Just this week, a state senator fell prey to believing something on Facebook about schoolkids identifying as animals that turned out not to be true.
“They meow and they bark, and they interact with their teachers in this fashion,” Sen. Bruce Bostelman said on the floor of the Nebraska Legislature. “And now schools are wanting to put litter boxes in the schools for these children to use. How is this sanitary?”
He retracted his statement, but it shined a light on an issue many people face: Coming across an article online that looks true but isn’t.
Right down the street from the Capitol, students at McPhee Elementary School are learning at a young age how to decipher fact from fiction.
“We need to give students tools for today’s media environment, which, again, is looking at multiple sources, looking for those pieces of author credibility and really just equipping them for the environment that they are living in,” McPhee librarian Alexandra Ball said.
Ball teaches media literacy to kids from kindergarten all the way to fifth grade. The class provides them with what they need to know when reading an article or viewing a post online.

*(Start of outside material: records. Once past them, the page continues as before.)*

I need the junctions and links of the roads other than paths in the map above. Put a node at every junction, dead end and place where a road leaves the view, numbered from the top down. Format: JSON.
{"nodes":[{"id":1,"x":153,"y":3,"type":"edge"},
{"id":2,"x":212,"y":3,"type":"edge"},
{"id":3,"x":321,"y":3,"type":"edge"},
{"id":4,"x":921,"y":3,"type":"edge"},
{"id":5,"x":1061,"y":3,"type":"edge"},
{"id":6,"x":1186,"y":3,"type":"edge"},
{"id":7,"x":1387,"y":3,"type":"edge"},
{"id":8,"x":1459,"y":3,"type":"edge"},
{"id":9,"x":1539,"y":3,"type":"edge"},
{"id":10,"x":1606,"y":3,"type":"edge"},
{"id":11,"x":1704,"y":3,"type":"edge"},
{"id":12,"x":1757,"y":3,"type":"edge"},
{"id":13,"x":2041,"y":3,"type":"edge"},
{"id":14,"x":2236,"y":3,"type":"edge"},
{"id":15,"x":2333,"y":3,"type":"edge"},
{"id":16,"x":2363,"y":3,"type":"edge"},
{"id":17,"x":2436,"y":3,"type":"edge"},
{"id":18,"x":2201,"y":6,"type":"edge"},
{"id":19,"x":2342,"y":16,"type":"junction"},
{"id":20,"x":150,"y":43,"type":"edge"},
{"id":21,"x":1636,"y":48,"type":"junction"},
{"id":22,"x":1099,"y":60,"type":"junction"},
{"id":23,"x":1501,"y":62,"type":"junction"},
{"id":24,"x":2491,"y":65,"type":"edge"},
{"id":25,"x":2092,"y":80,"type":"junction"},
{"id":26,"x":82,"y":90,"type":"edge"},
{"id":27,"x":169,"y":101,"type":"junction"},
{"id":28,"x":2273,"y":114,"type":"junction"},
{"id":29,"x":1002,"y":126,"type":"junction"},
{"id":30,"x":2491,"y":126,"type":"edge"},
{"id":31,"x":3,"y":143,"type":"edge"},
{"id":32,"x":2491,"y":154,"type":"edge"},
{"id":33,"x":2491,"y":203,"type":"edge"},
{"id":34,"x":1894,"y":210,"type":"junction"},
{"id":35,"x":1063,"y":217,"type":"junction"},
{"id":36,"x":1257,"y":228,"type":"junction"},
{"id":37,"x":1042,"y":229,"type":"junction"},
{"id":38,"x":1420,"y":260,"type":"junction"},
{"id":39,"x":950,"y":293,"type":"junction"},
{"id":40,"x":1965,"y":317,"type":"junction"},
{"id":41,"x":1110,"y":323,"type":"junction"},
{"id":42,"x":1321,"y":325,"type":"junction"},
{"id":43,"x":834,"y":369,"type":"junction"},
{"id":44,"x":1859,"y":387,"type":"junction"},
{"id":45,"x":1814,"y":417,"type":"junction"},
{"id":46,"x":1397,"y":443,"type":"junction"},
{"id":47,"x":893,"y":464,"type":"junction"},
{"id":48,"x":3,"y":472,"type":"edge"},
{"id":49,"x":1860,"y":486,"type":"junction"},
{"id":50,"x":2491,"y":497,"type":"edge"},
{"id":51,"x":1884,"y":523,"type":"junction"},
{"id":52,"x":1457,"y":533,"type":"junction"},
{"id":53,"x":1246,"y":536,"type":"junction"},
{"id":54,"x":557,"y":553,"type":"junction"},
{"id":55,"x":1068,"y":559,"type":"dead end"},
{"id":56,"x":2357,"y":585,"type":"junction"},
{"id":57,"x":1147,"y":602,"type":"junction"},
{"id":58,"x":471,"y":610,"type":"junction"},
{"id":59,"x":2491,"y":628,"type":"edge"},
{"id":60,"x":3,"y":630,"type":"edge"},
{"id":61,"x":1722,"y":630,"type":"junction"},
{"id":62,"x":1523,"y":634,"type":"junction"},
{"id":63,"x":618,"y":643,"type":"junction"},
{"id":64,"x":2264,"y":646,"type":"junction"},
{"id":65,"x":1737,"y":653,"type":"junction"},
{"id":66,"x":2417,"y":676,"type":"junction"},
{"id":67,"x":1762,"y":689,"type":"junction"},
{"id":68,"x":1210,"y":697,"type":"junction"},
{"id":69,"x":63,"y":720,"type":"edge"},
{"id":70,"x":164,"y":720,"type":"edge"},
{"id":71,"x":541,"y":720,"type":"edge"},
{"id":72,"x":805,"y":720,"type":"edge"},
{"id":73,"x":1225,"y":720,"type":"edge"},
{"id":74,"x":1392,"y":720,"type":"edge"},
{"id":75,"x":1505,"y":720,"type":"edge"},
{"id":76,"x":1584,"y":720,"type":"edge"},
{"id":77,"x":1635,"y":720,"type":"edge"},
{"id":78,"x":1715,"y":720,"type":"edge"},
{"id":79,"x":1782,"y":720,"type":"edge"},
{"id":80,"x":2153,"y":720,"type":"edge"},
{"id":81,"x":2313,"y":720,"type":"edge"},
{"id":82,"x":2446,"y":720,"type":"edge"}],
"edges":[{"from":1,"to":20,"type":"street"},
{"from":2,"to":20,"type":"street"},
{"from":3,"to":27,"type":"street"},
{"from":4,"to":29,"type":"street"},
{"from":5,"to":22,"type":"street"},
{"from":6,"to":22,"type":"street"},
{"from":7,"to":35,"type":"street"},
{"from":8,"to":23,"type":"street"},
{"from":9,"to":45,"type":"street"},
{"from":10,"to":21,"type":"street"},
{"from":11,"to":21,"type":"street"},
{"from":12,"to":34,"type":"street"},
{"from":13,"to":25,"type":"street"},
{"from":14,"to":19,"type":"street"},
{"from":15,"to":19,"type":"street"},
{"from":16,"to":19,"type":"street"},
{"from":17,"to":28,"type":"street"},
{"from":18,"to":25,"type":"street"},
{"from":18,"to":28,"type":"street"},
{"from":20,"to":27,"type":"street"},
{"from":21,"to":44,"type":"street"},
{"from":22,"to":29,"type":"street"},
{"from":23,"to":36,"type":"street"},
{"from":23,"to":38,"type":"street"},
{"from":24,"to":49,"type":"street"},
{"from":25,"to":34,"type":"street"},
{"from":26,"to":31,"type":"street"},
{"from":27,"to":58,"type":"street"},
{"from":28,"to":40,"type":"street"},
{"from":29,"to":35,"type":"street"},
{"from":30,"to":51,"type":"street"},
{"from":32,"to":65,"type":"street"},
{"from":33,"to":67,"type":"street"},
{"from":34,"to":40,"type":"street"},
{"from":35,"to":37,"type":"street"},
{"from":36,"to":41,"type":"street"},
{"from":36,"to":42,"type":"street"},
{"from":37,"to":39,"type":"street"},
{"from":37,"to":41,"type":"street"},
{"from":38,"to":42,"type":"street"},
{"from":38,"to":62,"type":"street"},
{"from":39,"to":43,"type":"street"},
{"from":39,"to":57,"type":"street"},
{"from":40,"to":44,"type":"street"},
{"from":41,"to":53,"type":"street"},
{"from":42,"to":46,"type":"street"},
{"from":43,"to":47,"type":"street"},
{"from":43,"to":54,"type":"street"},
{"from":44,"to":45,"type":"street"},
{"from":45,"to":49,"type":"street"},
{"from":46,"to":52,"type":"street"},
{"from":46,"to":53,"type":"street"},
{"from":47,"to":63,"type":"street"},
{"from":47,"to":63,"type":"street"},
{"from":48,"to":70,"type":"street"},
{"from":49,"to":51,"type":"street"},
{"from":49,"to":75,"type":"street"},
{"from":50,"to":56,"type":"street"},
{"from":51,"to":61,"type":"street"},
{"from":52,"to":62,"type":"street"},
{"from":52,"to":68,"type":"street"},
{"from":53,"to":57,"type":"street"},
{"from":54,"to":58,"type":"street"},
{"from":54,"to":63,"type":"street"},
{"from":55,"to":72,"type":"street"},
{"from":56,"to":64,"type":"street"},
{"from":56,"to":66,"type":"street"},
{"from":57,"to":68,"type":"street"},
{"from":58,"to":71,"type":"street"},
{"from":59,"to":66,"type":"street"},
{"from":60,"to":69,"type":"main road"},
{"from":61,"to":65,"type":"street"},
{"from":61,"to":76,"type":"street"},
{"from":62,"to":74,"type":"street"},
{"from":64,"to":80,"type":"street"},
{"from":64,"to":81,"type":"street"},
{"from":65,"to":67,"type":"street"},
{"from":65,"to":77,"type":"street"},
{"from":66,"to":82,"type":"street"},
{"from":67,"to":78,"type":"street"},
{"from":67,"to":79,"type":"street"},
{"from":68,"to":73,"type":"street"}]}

As technology has evolved over the years, it’s created more hoops to jump through for fact-checking.
“We were given checklist, and we were told if anything that had .org was immediately trustworthy, and that’s just not really the case anymore,” Ball said. “Those types of checklists, the way we used to teach media literacy, doesn’t really work in today’s media environment.”
That’s why Ball gets the students engaged, having them look up sources and double- or even triple-check what they’ve found.
To prepare them for when they start sharing pictures and articles online, she ends every lesson with the same question: What is our responsibility to others for the things we share?
“It’s our responsibility as consumers and creators of media to make sure it is true to the best of our knowledge and ability,” Ball said.